━━ DATA FOR REVIEW ━━

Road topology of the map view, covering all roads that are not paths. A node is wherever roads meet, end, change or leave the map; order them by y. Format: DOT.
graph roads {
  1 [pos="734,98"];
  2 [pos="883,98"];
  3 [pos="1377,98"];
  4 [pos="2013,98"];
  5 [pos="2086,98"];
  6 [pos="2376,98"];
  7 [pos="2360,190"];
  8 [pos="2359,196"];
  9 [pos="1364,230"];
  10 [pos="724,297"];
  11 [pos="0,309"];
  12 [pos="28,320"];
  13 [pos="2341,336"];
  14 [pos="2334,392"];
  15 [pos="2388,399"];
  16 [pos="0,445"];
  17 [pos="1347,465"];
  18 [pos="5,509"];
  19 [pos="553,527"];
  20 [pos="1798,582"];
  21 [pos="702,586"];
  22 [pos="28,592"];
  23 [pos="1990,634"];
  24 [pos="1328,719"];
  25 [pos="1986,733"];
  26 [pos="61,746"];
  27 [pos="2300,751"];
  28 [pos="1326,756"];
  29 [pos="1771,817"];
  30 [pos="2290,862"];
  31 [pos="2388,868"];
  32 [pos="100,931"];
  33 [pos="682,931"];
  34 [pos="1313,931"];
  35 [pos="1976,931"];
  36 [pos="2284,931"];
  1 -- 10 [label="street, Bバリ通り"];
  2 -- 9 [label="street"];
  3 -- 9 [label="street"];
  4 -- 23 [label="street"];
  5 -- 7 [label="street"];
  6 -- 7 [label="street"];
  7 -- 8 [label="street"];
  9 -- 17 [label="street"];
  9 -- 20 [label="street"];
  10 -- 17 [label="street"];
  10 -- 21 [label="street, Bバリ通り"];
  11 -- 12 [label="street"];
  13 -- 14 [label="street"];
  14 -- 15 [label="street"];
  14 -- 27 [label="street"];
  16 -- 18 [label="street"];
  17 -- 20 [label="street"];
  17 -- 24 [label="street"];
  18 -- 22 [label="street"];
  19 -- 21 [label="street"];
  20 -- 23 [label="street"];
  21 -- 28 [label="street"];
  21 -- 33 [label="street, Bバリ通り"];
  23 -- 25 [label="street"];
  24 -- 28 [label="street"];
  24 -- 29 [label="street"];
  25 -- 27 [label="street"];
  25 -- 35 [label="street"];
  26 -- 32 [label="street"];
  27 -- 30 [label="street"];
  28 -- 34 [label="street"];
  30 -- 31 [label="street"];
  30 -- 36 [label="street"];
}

━━━

> **ACTIVITY**
Every record shown above must be echoed exactly.

> **SOLUTION TO THIS TASK**
Road topology of the map view, covering all roads that are not paths. A node is wherever roads meet, end, change or leave the map; order them by y. Format: DOT.
graph roads {
  1 [pos="734,98"];
  2 [pos="883,98"];
  3 [pos="1377,98"];
  4 [pos="2013,98"];
  5 [pos="2086,98"];
  6 [pos="2376,98"];
  7 [pos="2360,190"];
  8 [pos="2359,196"];
  9 [pos="1364,230"];
  10 [pos="724,297"];
  11 [pos="0,309"];
  12 [pos="28,320"];
  13 [pos="2341,336"];
  14 [pos="2334,392"];
  15 [pos="2388,399"];
  16 [pos="0,445"];
  17 [pos="1347,465"];
  18 [pos="5,509"];
  19 [pos="553,527"];
  20 [pos="1798,582"];
  21 [pos="702,586"];
  22 [pos="28,592"];
  23 [pos="1990,634"];
  24 [pos="1328,719"];
  25 [pos="1986,733"];
  26 [pos="61,746"];
  27 [pos="2300,751"];
  28 [pos="1326,756"];
  29 [pos="1771,817"];
  30 [pos="2290,862"];
  31 [pos="2388,868"];
  32 [pos="100,931"];
  33 [pos="682,931"];
  34 [pos="1313,931"];
  35 [pos="1976,931"];
  36 [pos="2284,931"];
  1 -- 10 [label="street, Bバリ通り"];
  2 -- 9 [label="street"];
  3 -- 9 [label="street"];
  4 -- 23 [label="street"];
  5 -- 7 [label="street"];
  6 -- 7 [label="street"];
  7 -- 8 [label="street"];
  9 -- 17 [label="street"];
  9 -- 20 [label="street"];
  10 -- 17 [label="street"];
  10 -- 21 [label="street, Bバリ通り"];
  11 -- 12 [label="street"];
  13 -- 14 [label="street"];
  14 -- 15 [label="street"];
  14 -- 27 [label="street"];
  16 -- 18 [label="street"];
  17 -- 20 [label="street"];
  17 -- 24 [label="street"];
  18 -- 22 [label="street"];
  19 -- 21 [label="street"];
  20 -- 23 [label="street"];
  21 -- 28 [label="street"];
  21 -- 33 [label="street, Bバリ通り"];
  23 -- 25 [label="street"];
  24 -- 28 [label="street"];
  24 -- 29 [label="street"];
  25 -- 27 [label="street"];
  25 -- 35 [label="street"];
  26 -- 32 [label="street"];
  27 -- 30 [label="street"];
  28 -- 34 [label="street"];
  30 -- 31 [label="street"];
  30 -- 36 [label="street"];
}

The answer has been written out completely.